Le Chatelier’s Principles

If the concentration of the reactant rises at that time, equilibrium will shift towards the fall in the concentration of the reactants. More favored for the forward reaction. A few of the SO2 or O2 form SO3. The equilibrium of the reaction moves towards the right. 

If the concentration of the reactant lessens then equilibrium will shift towards the growth in the concentration of the reactants. More favored for the backward reaction. Some of the SO3 would change to SO2 or O2. Equilibrium of the reaction move towards the left.

 If the product falls then the equilibrium of the reaction shift to rises the concentration of the sulfur trioxide. Rise in the forward reaction rate. Little of the SO2 or O2 to form SO3. Equilibrium of the reaction move towards the right.

 If the product is right then the equilibrium of the reaction shifts to fall the concentration of the sulfur trioxide. Rise in the reverse reaction rate. Some of the SO3 would change to SO2 or O2. Equilibrium of the reaction move towards the left.

Effect of Change of Volume, Pressure, and Inert Gas on Equilibrium and Product Formation

Kp = Kc (RT)Δn = Kc (p/v)Δn

Change of volume, pressure and inert gases does not affect the reactions of liquids and solids. They may have resulted in gaseous reactions and that too only when the difference in the sum of the number of reactant and product molecules (∆n) is not zero.

When ∆n = 0,

According to Chatelier’s principles, there will be no effect on Equilibrium and Product Formation on changing the volume, pressure, or inert gas.

When ∆n = +ve,

A growth in pressure or lessen in volume will fall the formation of the product. Fall of pressure or rise of volume shall have the reverse effect of increasing the product formation. Inert gases do not participate in the reaction and shall raise the volume or pressure only.

At some pressure, the addition of inert gas rises the volume, so rise the product formation.

At the same volume, the addition of inert gas rises the pressure, so falls the product formation.

PCl5 ⇌ PCl3 + PCl2

In the decay of phosphorus pentachloride ∆n = +1.

A rise of pressure or fall in volume falls the decaying of PCl5

At some pressure, the addition of inert gas rises the PCl5 formation.

At the same volume, the addition of inert gas falls into the PCl5 formation.

When ∆n = -ve,

According to Chatelier’s principle, a rise of pressure or a fall in volume will rise the formation of the product.

At some pressure, the addition of inert gas rises the volume, so fall the product formation.

At the same volume, the addition of inert gas rises the pressure, so rises the product formation

N2 + 3H2 ⇌ 2NH3

In the formation of ammonia ∆n = -2. The rise of pressure or fall in volume rises the formation of ammonia.

At some pressure, the addition of inert gas falls into ammonia formation.

At the same volume, the addition of inert gas rises ammonia formation.

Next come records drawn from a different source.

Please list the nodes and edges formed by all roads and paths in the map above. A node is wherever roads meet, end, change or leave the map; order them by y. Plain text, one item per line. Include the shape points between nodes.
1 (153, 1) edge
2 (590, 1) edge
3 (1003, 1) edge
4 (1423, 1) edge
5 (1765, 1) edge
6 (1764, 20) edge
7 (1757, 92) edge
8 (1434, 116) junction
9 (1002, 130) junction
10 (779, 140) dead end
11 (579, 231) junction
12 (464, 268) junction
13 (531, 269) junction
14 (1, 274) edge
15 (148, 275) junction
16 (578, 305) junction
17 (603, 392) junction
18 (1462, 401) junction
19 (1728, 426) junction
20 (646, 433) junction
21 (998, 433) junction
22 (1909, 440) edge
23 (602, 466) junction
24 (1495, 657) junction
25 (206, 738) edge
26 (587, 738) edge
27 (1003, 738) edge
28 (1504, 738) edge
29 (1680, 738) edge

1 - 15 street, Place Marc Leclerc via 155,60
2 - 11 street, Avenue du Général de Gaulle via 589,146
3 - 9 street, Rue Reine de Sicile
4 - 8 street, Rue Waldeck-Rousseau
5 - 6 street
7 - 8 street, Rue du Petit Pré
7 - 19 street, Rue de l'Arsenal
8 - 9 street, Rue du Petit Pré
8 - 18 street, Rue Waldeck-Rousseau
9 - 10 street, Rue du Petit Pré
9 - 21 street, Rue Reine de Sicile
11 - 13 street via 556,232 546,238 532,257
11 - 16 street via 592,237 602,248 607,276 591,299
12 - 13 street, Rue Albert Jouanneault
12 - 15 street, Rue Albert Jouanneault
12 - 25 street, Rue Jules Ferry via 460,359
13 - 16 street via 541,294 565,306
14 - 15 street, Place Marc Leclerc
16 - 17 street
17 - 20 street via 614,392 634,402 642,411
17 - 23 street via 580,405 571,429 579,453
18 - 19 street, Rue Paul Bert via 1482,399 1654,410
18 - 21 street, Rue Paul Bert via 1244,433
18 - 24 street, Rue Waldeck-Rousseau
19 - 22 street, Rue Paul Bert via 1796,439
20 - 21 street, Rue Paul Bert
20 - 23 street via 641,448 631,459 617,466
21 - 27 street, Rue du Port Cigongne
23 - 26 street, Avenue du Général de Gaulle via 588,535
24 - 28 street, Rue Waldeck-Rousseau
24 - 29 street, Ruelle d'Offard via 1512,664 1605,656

Result of Change of Temperature on Equilibrium and Product Formation

The individual reaction in the equilibrium can be either endothermic or exothermic. Likewise, at equilibrium net energy involved may make the opposite reactions either endothermic or exothermic.

According to Le Chatelier’s Principles,

• In exothermic equilibrium, a rise in temperature fall product formation, and a fall in temperature rise product formation.
• In endothermic reactions, a rise in temperature rises the product formation and a fall in temperature falls the product formation

According to Van’t Hoff’s equation, for an exothermic equilibrium, ∆H will be negative. A temperature rise shall fall K2 or a fall in temperature rises K2. The reverse is true for an endothermic reaction.

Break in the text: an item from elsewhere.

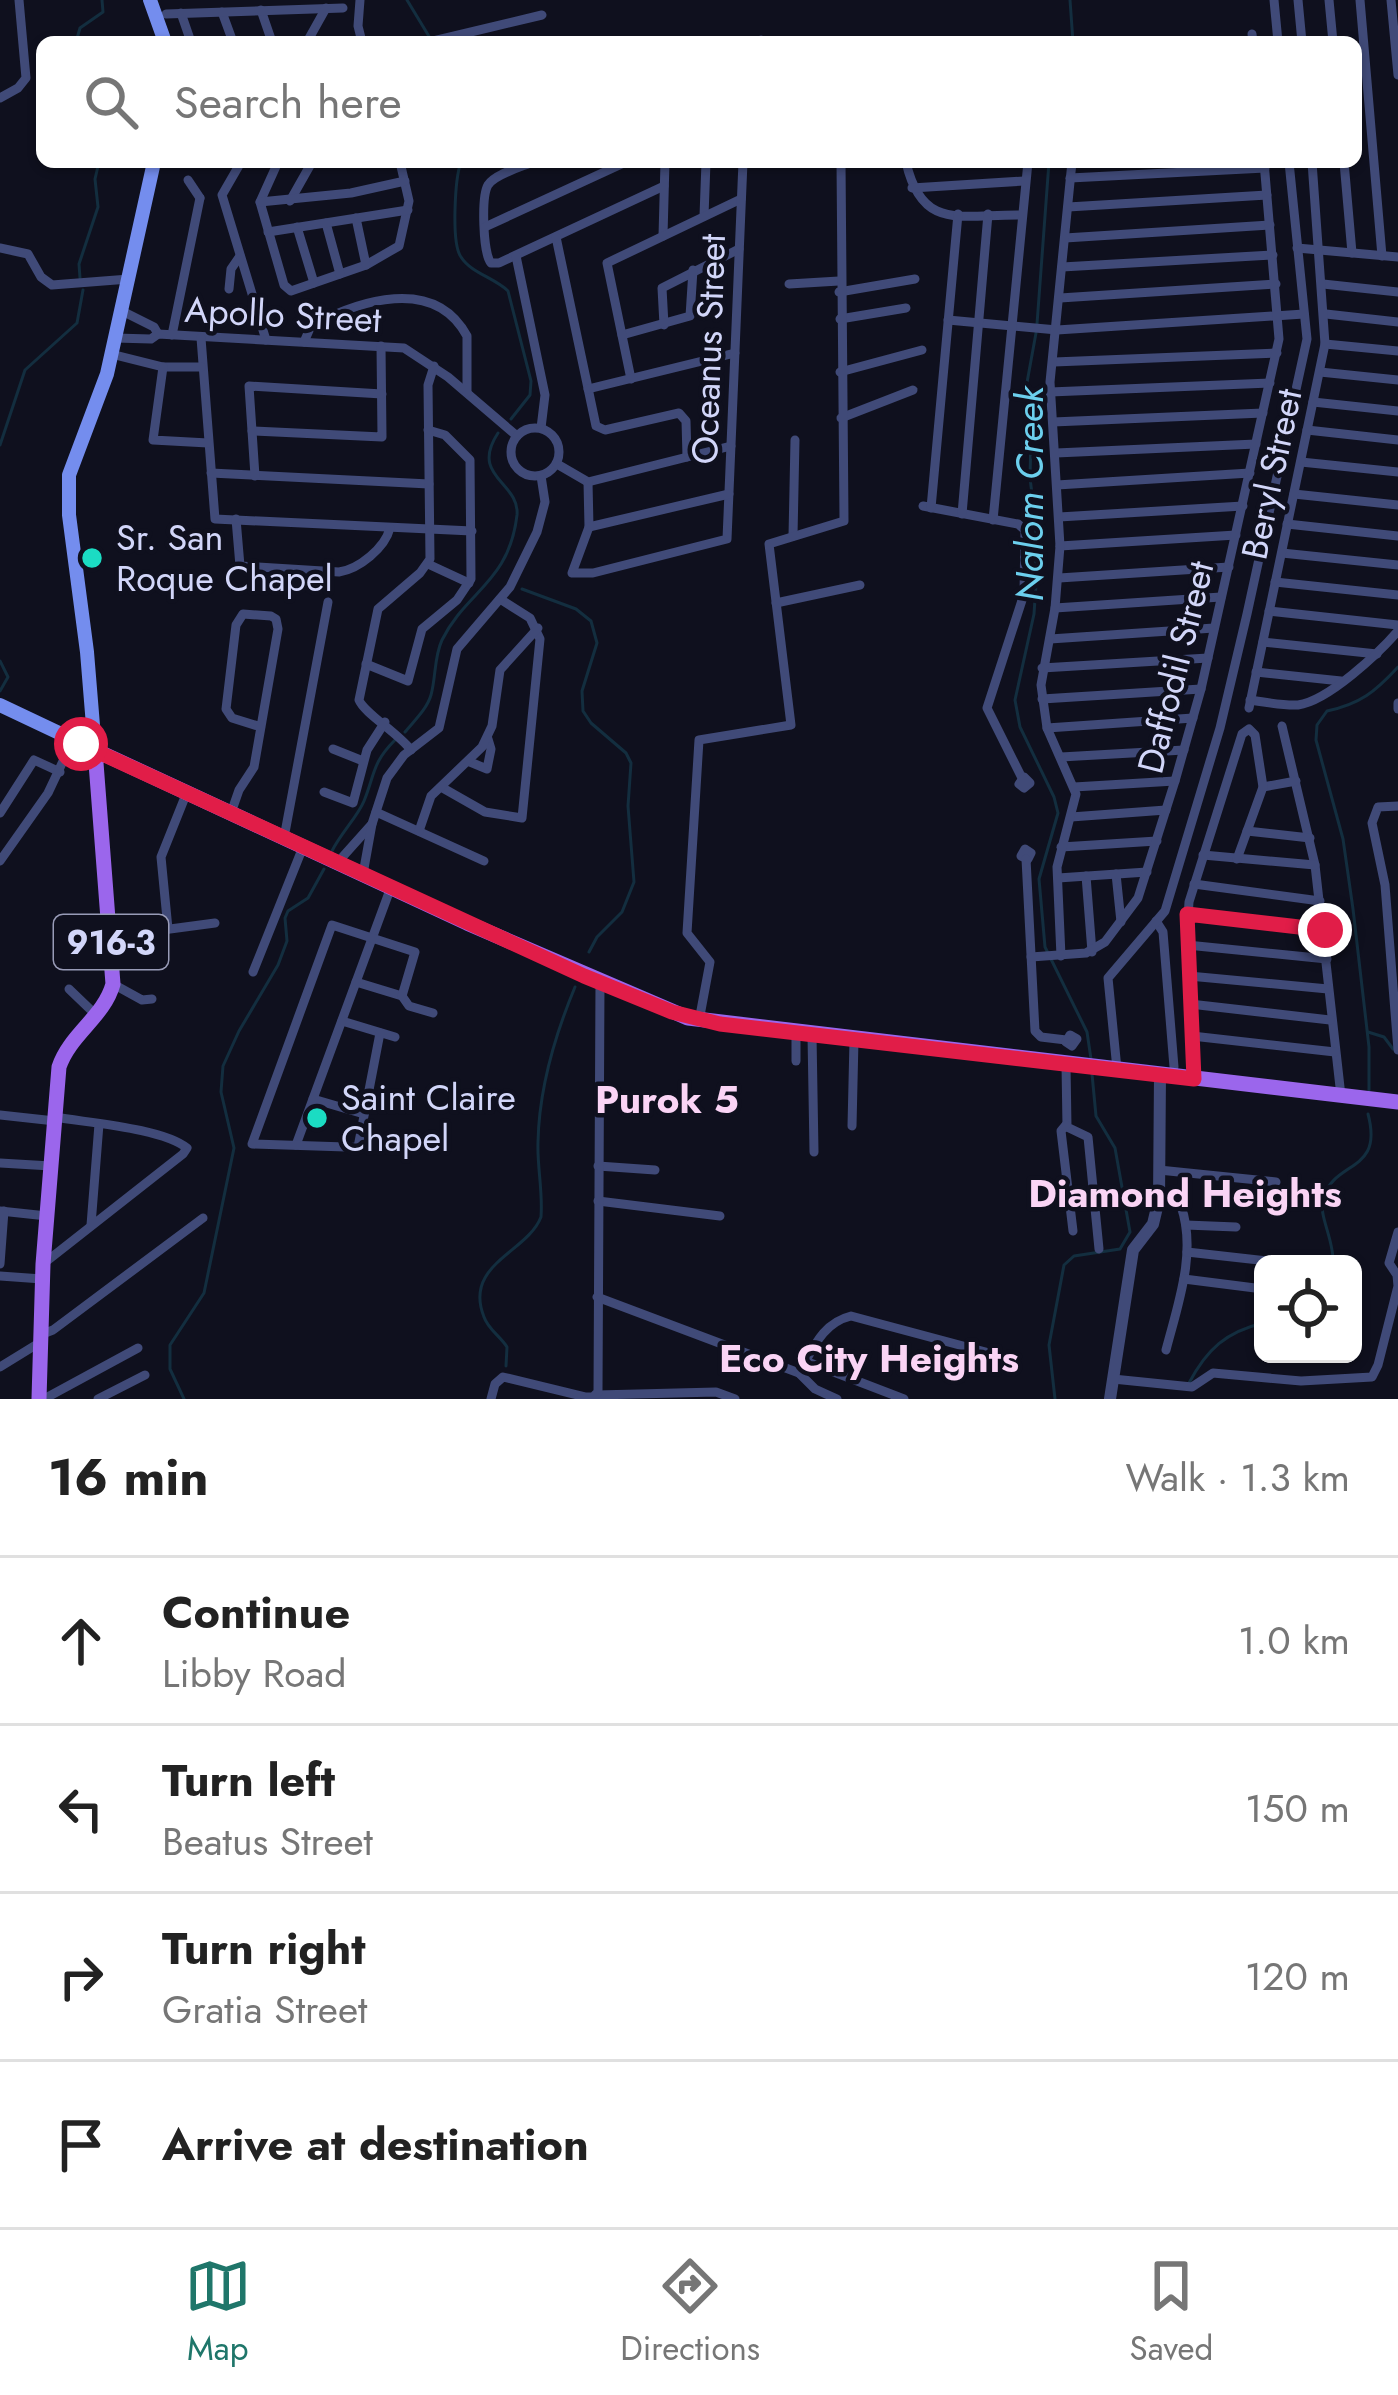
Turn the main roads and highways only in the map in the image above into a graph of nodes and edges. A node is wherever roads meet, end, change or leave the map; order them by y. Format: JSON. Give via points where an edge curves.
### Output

Example: Consider a reaction,

N2(g)+ 3H2(g) ⇋ 2NH3(g)                                 – ΔH=−92kJ

Rise in Temperature

1. This prefers an endothermic reaction because it takes energy.
2. An endothermic reaction is a reverse reaction and it is favored.
3. The yield of the product (NH3) falls.

Fall in Temperature

1. This prefers an exothermic reaction because it gives energy.
2. An exothermic reaction is a forward reaction and it is favored.
3. The yield of the product (NH3) rises.

Result of Catalyst on Equilibrium and Product Formation

A catalyst is a substance that changes the rate of reactions (rise or fall) without quantitatively taking part in the reaction. According to reversible reactions, the change of reaction rate is the same for both forward and backward reactions.

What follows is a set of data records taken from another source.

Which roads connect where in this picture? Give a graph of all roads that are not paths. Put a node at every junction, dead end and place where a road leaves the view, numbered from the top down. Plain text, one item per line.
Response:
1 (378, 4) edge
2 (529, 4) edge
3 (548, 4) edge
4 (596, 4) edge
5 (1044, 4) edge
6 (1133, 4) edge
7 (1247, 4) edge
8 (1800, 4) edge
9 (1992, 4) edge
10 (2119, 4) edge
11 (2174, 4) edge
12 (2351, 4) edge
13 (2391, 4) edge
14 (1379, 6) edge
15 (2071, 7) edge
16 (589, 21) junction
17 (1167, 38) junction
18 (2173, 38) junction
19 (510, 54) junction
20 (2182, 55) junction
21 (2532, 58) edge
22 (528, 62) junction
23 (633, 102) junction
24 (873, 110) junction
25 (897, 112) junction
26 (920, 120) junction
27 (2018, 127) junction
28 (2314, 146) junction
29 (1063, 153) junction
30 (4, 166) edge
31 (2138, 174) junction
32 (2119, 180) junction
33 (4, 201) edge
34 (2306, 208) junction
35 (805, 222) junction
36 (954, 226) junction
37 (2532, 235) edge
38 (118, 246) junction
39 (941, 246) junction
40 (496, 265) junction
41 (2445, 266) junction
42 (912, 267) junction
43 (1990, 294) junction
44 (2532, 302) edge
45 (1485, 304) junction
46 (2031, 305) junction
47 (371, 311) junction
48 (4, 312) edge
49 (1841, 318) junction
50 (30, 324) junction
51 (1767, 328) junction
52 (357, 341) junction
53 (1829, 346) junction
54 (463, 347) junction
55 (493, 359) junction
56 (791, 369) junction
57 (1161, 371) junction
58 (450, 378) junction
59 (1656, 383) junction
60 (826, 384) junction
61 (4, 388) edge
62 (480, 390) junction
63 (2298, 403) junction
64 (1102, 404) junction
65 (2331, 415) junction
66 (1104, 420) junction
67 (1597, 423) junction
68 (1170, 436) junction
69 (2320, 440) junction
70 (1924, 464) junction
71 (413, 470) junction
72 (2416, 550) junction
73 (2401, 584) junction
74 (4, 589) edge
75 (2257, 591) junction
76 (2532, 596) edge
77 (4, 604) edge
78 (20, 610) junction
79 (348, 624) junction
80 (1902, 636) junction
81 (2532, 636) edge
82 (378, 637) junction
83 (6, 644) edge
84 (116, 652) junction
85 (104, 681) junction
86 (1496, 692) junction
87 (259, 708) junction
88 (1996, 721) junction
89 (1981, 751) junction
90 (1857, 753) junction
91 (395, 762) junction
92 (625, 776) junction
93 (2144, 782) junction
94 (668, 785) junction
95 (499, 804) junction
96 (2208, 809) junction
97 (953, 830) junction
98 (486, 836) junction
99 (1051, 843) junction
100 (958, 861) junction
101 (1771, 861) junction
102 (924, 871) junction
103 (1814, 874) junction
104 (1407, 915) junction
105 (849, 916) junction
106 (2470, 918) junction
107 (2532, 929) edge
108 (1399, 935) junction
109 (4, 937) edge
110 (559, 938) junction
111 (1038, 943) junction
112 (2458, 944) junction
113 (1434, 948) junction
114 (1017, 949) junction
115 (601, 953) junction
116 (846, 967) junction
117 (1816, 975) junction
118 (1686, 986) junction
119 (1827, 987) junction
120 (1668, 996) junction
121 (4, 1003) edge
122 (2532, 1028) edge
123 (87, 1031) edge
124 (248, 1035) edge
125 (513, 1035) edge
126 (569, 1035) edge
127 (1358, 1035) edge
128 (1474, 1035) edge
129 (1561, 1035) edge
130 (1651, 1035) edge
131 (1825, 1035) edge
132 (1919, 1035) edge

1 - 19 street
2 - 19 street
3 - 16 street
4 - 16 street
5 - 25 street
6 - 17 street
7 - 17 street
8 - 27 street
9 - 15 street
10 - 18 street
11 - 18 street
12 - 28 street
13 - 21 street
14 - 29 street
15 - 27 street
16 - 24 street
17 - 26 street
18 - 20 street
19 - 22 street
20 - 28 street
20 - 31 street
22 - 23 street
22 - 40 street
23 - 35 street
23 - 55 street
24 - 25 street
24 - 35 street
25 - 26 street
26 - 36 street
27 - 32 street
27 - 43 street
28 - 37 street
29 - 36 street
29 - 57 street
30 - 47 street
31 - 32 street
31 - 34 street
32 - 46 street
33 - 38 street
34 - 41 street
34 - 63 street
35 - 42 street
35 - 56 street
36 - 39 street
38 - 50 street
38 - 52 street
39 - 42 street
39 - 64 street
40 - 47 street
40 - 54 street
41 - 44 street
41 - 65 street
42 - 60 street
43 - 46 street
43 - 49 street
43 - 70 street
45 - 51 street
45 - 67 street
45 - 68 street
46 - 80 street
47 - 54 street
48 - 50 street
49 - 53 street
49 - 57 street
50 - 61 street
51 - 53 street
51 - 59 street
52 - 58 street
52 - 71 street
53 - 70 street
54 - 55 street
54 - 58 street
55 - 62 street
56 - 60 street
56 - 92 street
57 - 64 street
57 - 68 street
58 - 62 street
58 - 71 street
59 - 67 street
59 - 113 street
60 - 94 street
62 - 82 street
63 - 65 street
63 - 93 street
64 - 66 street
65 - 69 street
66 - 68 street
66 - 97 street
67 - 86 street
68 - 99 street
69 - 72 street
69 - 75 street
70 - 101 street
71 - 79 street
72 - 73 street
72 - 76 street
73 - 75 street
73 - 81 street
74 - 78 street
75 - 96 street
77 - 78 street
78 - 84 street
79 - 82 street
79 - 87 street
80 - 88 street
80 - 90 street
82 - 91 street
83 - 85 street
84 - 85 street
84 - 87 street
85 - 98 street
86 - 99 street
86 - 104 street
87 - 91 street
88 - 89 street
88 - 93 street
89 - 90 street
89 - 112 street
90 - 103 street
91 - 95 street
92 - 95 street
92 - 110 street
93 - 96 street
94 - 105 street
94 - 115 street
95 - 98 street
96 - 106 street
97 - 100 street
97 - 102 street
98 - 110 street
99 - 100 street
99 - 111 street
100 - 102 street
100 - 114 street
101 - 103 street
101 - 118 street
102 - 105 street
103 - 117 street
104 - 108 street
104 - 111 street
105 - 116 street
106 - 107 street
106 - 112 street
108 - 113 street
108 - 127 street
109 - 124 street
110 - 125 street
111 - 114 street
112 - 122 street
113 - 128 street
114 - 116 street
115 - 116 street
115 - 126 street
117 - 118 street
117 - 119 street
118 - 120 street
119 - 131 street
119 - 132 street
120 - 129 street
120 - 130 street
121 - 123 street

The ratio of the reaction rates remains constant and so is the equilibrium same. By Le Chatelier’s principles, the presence of the catalyst may speed up or delay the attainment of equilibrium but will not affect the equilibrium concentration.

Conclusion 

Le Chatelier’s principle can predict the effects of the change in temperature, pressure, and concentration in a chemical reaction. It is very much applicable in industrial fields. It states if the conditions in equilibrium are changed then the system will counteract the changes and reform the reaction.